◆ WORK INSTRUCTION: The pictures get dropped, while every remaining part of the listing is copied exactly.

======== RECORDED DATA ========

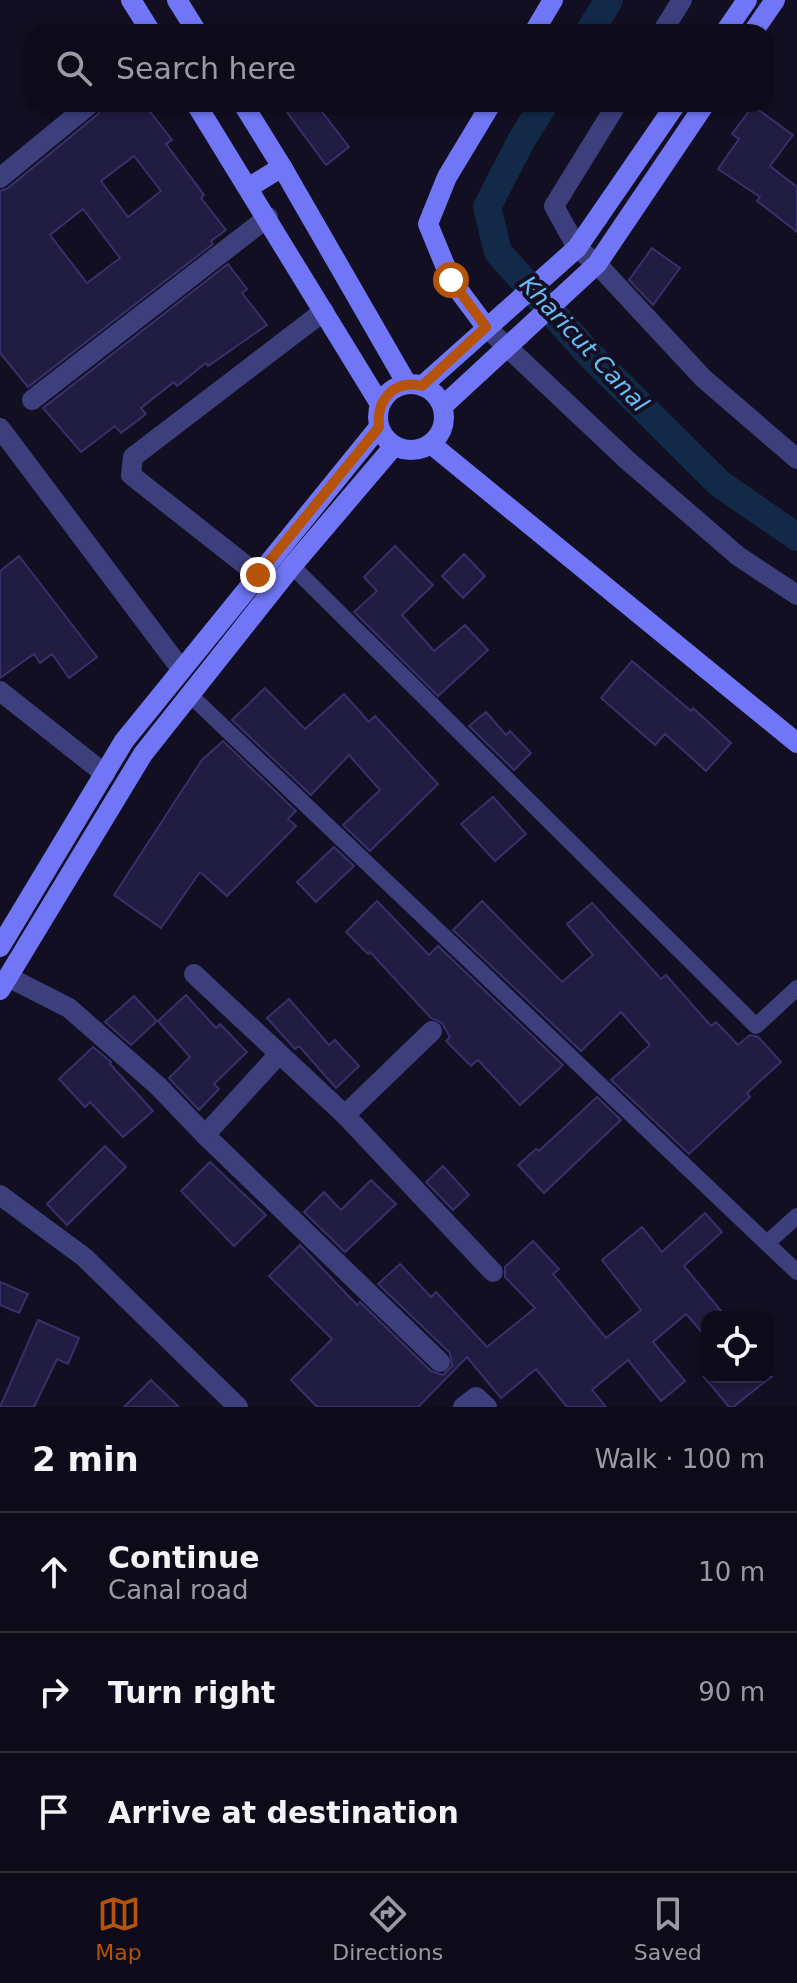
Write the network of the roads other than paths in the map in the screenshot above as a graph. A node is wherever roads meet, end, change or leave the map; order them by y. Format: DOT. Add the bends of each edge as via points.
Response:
graph roads {
  1 [pos="131,0"];
  2 [pos="177,0"];
  3 [pos="553,0"];
  4 [pos="682,0"];
  5 [pos="747,0"];
  6 [pos="775,0"];
  7 [pos="146,24"];
  8 [pos="192,24"];
  9 [pos="539,24"];
  10 [pos="667,24"];
  11 [pos="730,24"];
  12 [pos="758,24"];
  13 [pos="80,112"];
  14 [pos="201,112"];
  15 [pos="248,112"];
  16 [pos="486,112"];
  17 [pos="612,112"];
  18 [pos="670,112"];
  19 [pos="700,112"];
  20 [pos="282,167"];
  21 [pos="0,178"];
  22 [pos="248,188"];
  23 [pos="268,217"];
  24 [pos="577,248"];
  25 [pos="597,264"];
  26 [pos="324,311"];
  27 [pos="493,321"];
  28 [pos="512,340"];
  29 [pos="415,385"];
  30 [pos="32,400"];
  31 [pos="380,404"];
  32 [pos="443,406"];
  33 [pos="379,427"];
  34 [pos="0,428"];
  35 [pos="431,444"];
  36 [pos="394,446"];
  37 [pos="797,459"];
  38 [pos="292,566"];
  39 [pos="258,575"];
  40 [pos="797,595"];
  41 [pos="181,669"];
  42 [pos="0,691"];
  43 [pos="189,694"];
  44 [pos="797,743"];
  45 [pos="105,774"];
  46 [pos="0,947"];
  47 [pos="194,974"];
  48 [pos="4,983"];
  49 [pos="797,988"];
  50 [pos="432,1031"];
  51 [pos="279,1054"];
  52 [pos="345,1115"];
  53 [pos="205,1135"];
  54 [pos="0,1195"];
  55 [pos="797,1216"];
  56 [pos="767,1243"];
  57 [pos="493,1272"];
  58 [pos="797,1272"];
  59 [pos="440,1362"];
  60 [pos="238,1407"];
  61 [pos="463,1407"];
  62 [pos="487,1407"];
  1 -- 7 [label="main road"];
  2 -- 8 [label="main road"];
  3 -- 9 [label="main road"];
  4 -- 10 [label="street"];
  5 -- 11 [label="main road"];
  6 -- 12 [label="main road"];
  13 -- 21 [label="street"];
  14 -- 22 [label="main road"];
  15 -- 20 [label="main road"];
  16 -- 27 [label="main road" via="447,177 428,224 451,280"];
  17 -- 24 [label="street" via="554,206"];
  18 -- 24 [label="main road"];
  19 -- 25 [label="main road"];
  20 -- 22 [label="main road"];
  20 -- 29 [label="main road"];
  22 -- 23 [label="main road"];
  23 -- 26 [label="main road"];
  23 -- 30 [label="street"];
  24 -- 25 [label="street"];
  24 -- 27 [label="main road"];
  25 -- 28 [label="main road"];
  25 -- 37 [label="street" via="703,378"];
  26 -- 31 [label="main road"];
  26 -- 39 [label="street" via="133,457 131,475"];
  27 -- 28 [label="street"];
  27 -- 29 [label="main road"];
  28 -- 32 [label="main road"];
  28 -- 40 [label="street" via="627,460 727,547"];
  29 -- 31 [label="main road" via="387,394"];
  29 -- 32 [label="main road" via="437,396"];
  31 -- 33 [label="main road"];
  32 -- 35 [label="main road" via="443,427"];
  33 -- 36 [label="main road"];
  33 -- 39 [label="main road"];
  34 -- 41 [label="street"];
  35 -- 36 [label="main road" via="410,451"];
  35 -- 44 [label="main road"];
  36 -- 38 [label="main road"];
  38 -- 43 [label="main road"];
  38 -- 49 [label="lane" via="756,1026"];
  39 -- 41 [label="main road"];
  41 -- 45 [label="main road"];
  42 -- 45 [label="street"];
  43 -- 48 [label="main road" via="143,754"];
  43 -- 56 [label="lane"];
  45 -- 46 [label="main road"];
  47 -- 51 [label="street"];
  48 -- 53 [label="street" via="69,1008"];
  50 -- 52 [label="street"];
  51 -- 52 [label="street"];
  51 -- 53 [label="street"];
  52 -- 57 [label="street"];
  53 -- 59 [label="street"];
  54 -- 60 [label="street" via="84,1257"];
  55 -- 56 [label="lane"];
  56 -- 58 [label="lane"];
  61 -- 62 [label="street" via="476,1397"];
}
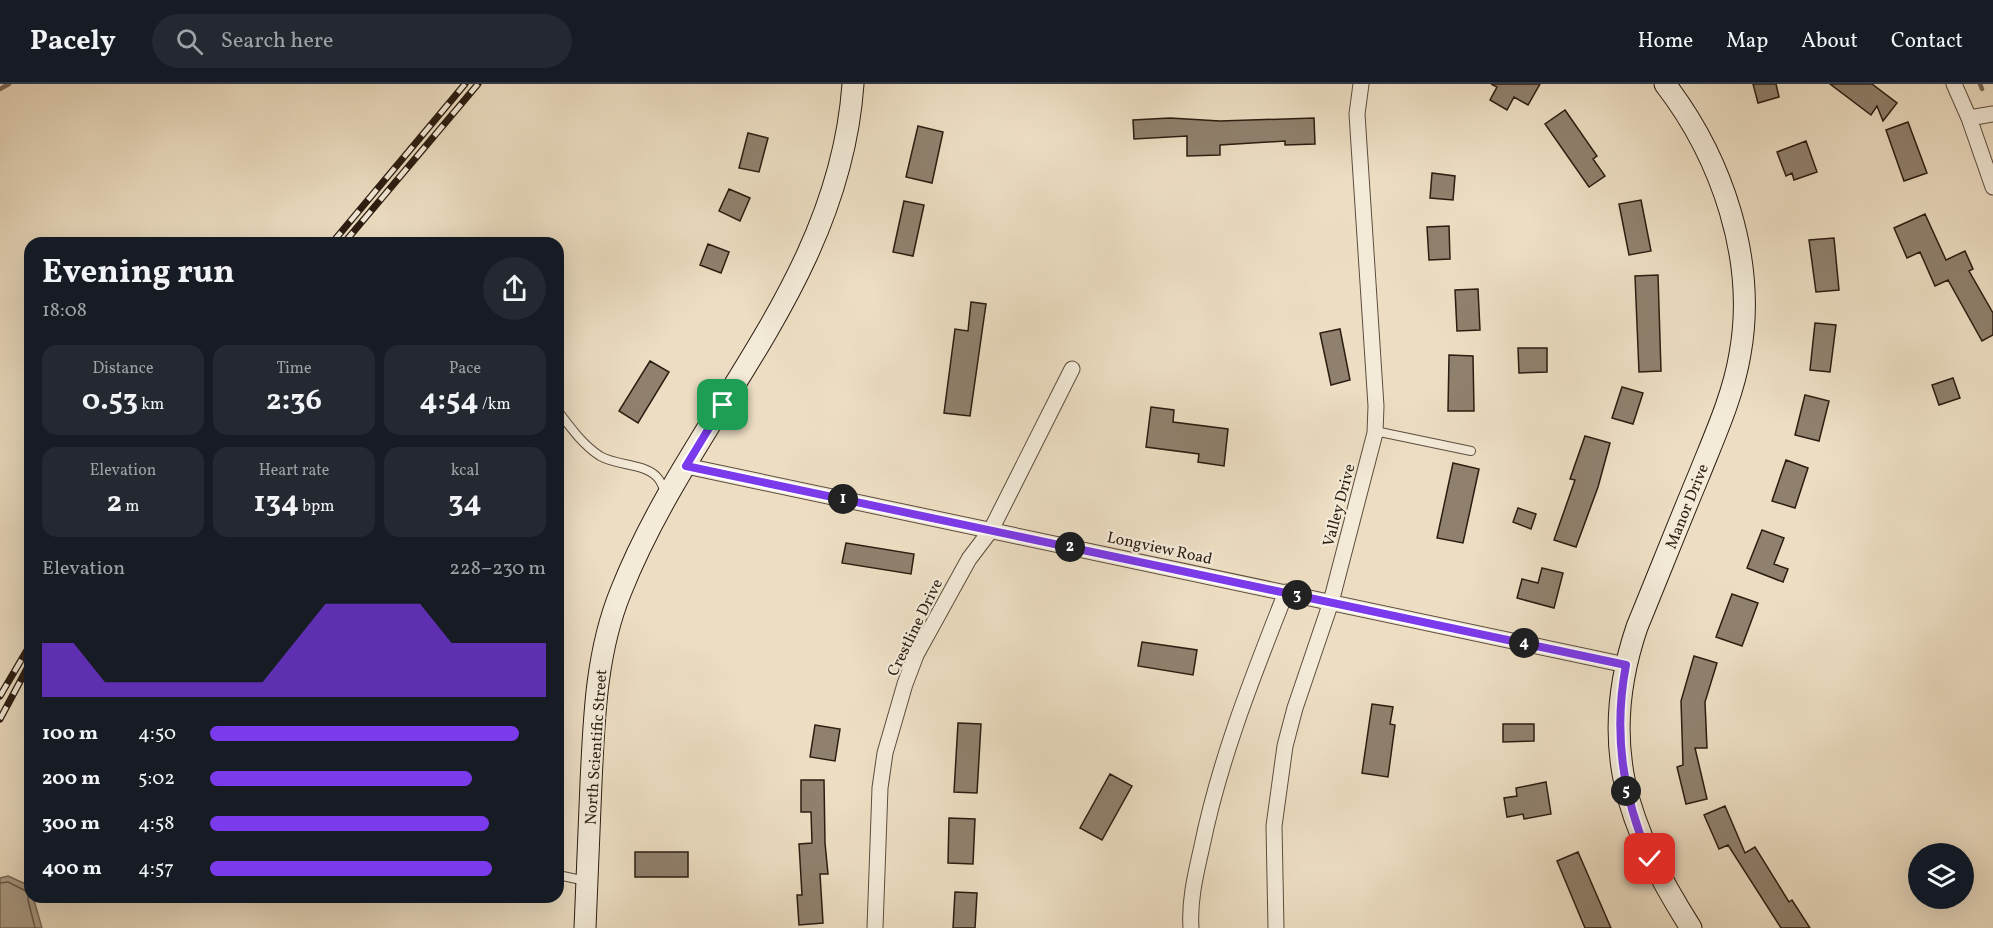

========

◆ WRITTEN RESPONSE:
Write the network of the roads other than paths in the map in the screenshot above as a graph. A node is wherever roads meet, end, change or leave the map; order them by y. Format: DOT. Add the bends of each edge as via points.
Response:
graph roads {
  1 [pos="131,0"];
  2 [pos="177,0"];
  3 [pos="553,0"];
  4 [pos="682,0"];
  5 [pos="747,0"];
  6 [pos="775,0"];
  7 [pos="146,24"];
  8 [pos="192,24"];
  9 [pos="539,24"];
  10 [pos="667,24"];
  11 [pos="730,24"];
  12 [pos="758,24"];
  13 [pos="80,112"];
  14 [pos="201,112"];
  15 [pos="248,112"];
  16 [pos="486,112"];
  17 [pos="612,112"];
  18 [pos="670,112"];
  19 [pos="700,112"];
  20 [pos="282,167"];
  21 [pos="0,178"];
  22 [pos="248,188"];
  23 [pos="268,217"];
  24 [pos="577,248"];
  25 [pos="597,264"];
  26 [pos="324,311"];
  27 [pos="493,321"];
  28 [pos="512,340"];
  29 [pos="415,385"];
  30 [pos="32,400"];
  31 [pos="380,404"];
  32 [pos="443,406"];
  33 [pos="379,427"];
  34 [pos="0,428"];
  35 [pos="431,444"];
  36 [pos="394,446"];
  37 [pos="797,459"];
  38 [pos="292,566"];
  39 [pos="258,575"];
  40 [pos="797,595"];
  41 [pos="181,669"];
  42 [pos="0,691"];
  43 [pos="189,694"];
  44 [pos="797,743"];
  45 [pos="105,774"];
  46 [pos="0,947"];
  47 [pos="194,974"];
  48 [pos="4,983"];
  49 [pos="797,988"];
  50 [pos="432,1031"];
  51 [pos="279,1054"];
  52 [pos="345,1115"];
  53 [pos="205,1135"];
  54 [pos="0,1195"];
  55 [pos="797,1216"];
  56 [pos="767,1243"];
  57 [pos="493,1272"];
  58 [pos="797,1272"];
  59 [pos="440,1362"];
  60 [pos="238,1407"];
  61 [pos="463,1407"];
  62 [pos="487,1407"];
  1 -- 7 [label="main road"];
  2 -- 8 [label="main road"];
  3 -- 9 [label="main road"];
  4 -- 10 [label="street"];
  5 -- 11 [label="main road"];
  6 -- 12 [label="main road"];
  13 -- 21 [label="street"];
  14 -- 22 [label="main road"];
  15 -- 20 [label="main road"];
  16 -- 27 [label="main road" via="447,177 428,224 451,280"];
  17 -- 24 [label="street" via="554,206"];
  18 -- 24 [label="main road"];
  19 -- 25 [label="main road"];
  20 -- 22 [label="main road"];
  20 -- 29 [label="main road"];
  22 -- 23 [label="main road"];
  23 -- 26 [label="main road"];
  23 -- 30 [label="street"];
  24 -- 25 [label="street"];
  24 -- 27 [label="main road"];
  25 -- 28 [label="main road"];
  25 -- 37 [label="street" via="703,378"];
  26 -- 31 [label="main road"];
  26 -- 39 [label="street" via="133,457 131,475"];
  27 -- 28 [label="street"];
  27 -- 29 [label="main road"];
  28 -- 32 [label="main road"];
  28 -- 40 [label="street" via="627,460 727,547"];
  29 -- 31 [label="main road" via="387,394"];
  29 -- 32 [label="main road" via="437,396"];
  31 -- 33 [label="main road"];
  32 -- 35 [label="main road" via="443,427"];
  33 -- 36 [label="main road"];
  33 -- 39 [label="main road"];
  34 -- 41 [label="street"];
  35 -- 36 [label="main road" via="410,451"];
  35 -- 44 [label="main road"];
  36 -- 38 [label="main road"];
  38 -- 43 [label="main road"];
  38 -- 49 [label="lane" via="756,1026"];
  39 -- 41 [label="main road"];
  41 -- 45 [label="main road"];
  42 -- 45 [label="street"];
  43 -- 48 [label="main road" via="143,754"];
  43 -- 56 [label="lane"];
  45 -- 46 [label="main road"];
  47 -- 51 [label="street"];
  48 -- 53 [label="street" via="69,1008"];
  50 -- 52 [label="street"];
  51 -- 52 [label="street"];
  51 -- 53 [label="street"];
  52 -- 57 [label="street"];
  53 -- 59 [label="street"];
  54 -- 60 [label="street" via="84,1257"];
  55 -- 56 [label="lane"];
  56 -- 58 [label="lane"];
  61 -- 62 [label="street" via="476,1397"];
}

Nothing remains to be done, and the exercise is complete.